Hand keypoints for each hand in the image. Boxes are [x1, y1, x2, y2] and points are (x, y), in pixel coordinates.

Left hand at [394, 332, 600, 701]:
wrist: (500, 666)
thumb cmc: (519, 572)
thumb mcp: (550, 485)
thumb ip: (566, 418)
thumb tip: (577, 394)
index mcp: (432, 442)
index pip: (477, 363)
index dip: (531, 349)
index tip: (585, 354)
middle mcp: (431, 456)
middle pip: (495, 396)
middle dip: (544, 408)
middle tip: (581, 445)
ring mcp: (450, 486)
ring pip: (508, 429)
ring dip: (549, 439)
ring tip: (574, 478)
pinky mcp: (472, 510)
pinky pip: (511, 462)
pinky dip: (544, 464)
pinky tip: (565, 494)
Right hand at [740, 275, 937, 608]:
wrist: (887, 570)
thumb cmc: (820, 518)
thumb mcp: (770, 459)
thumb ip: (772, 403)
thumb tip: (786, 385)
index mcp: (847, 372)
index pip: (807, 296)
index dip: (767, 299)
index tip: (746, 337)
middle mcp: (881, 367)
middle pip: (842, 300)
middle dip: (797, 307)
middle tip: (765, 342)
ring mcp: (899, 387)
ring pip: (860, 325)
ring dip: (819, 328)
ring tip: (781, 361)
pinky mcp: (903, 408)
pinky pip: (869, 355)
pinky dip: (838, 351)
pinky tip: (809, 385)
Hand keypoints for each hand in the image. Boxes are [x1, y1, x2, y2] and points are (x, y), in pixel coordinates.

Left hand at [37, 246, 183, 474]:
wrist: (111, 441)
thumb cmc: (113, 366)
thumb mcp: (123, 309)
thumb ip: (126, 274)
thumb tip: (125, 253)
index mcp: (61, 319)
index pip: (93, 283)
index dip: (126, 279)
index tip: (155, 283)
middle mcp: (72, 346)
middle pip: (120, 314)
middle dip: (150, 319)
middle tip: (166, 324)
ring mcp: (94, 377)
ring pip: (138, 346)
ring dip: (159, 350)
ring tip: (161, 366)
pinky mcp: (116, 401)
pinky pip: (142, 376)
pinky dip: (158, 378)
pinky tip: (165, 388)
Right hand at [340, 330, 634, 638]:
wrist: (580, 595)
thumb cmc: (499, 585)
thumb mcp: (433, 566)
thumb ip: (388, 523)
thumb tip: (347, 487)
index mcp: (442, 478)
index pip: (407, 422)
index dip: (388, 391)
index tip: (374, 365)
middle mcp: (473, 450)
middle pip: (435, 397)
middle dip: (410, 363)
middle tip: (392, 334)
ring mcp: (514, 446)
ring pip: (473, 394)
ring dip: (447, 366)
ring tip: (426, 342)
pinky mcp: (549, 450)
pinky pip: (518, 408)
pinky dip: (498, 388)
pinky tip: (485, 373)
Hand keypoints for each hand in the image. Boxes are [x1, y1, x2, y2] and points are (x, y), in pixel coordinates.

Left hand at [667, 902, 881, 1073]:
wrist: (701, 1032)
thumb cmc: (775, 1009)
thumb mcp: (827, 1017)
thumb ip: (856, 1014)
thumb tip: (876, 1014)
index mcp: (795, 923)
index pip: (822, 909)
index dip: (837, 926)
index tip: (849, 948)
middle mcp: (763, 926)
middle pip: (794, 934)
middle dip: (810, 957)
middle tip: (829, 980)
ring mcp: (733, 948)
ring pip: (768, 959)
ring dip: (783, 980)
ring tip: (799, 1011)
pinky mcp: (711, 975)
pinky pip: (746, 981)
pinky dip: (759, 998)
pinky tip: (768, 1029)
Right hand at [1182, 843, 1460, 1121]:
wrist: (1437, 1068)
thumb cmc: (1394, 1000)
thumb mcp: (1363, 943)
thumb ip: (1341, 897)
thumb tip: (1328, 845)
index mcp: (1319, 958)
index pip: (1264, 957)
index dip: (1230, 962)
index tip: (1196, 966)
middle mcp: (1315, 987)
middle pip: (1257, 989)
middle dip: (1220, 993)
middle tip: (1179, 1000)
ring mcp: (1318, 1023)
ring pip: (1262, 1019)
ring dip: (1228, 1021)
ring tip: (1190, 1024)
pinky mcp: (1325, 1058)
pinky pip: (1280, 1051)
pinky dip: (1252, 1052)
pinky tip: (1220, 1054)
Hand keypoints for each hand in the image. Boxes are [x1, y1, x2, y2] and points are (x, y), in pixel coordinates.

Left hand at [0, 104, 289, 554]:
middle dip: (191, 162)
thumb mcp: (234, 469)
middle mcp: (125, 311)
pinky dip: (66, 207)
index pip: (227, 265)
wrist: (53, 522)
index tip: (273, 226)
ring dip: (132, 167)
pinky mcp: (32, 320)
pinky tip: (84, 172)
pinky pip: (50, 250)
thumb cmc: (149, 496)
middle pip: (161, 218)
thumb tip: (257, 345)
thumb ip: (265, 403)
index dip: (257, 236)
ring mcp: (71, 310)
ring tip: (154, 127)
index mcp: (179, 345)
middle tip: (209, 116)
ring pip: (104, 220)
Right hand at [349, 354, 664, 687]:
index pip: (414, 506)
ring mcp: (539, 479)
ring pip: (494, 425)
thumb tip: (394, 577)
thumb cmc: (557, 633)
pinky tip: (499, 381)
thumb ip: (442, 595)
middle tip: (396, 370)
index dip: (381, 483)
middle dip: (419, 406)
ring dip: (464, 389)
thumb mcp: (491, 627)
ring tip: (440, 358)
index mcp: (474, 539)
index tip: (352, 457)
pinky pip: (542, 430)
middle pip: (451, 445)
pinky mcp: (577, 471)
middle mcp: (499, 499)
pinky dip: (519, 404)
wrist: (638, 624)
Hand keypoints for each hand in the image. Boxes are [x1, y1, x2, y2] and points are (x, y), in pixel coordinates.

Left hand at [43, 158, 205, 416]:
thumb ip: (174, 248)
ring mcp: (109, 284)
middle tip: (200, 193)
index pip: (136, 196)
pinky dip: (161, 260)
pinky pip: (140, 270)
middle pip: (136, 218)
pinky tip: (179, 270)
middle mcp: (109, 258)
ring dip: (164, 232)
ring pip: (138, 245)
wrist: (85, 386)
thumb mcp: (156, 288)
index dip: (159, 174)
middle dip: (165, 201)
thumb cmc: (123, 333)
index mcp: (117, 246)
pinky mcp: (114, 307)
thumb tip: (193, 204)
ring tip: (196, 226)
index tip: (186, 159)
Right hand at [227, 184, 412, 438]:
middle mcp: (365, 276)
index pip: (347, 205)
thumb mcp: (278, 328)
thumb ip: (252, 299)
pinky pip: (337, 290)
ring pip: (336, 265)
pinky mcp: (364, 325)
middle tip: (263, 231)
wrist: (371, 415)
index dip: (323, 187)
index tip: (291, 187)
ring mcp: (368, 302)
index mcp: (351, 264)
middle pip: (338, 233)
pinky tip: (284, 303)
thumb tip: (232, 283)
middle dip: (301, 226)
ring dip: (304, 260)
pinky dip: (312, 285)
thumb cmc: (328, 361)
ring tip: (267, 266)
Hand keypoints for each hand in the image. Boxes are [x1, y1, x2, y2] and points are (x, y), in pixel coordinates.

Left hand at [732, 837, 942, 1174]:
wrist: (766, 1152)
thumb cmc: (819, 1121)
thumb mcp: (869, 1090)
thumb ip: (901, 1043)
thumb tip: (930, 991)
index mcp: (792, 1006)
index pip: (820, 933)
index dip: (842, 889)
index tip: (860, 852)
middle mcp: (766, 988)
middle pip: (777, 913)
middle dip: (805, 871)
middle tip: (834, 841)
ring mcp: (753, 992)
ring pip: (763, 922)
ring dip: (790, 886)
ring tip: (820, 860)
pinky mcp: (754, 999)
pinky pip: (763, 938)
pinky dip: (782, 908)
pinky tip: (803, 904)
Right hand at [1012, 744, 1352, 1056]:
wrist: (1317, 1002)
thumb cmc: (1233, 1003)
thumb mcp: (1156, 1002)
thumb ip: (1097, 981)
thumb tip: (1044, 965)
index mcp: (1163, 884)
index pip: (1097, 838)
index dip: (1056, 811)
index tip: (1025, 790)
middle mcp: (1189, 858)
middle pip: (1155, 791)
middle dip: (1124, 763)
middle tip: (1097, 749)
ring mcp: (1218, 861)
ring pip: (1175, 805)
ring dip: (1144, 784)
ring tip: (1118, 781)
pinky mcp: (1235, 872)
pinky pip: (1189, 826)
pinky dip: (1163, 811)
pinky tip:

★ ★ ★

What you give back should be only the lines of the records above, starting at the line with "ring dip: (159, 350)" and ending at the line with "thumb ip: (388, 523)", restated word for word.

**Final answer:**
ring dip: (159, 350)
ring tip: (161, 366)
pinky mcp: (116, 401)
pinky pip: (142, 376)
pinky dip: (158, 378)
pinky tip: (165, 388)
Right hand at [340, 330, 634, 638]:
wrist: (580, 595)
thumb cmc: (499, 585)
thumb mcp: (433, 566)
thumb ip: (388, 523)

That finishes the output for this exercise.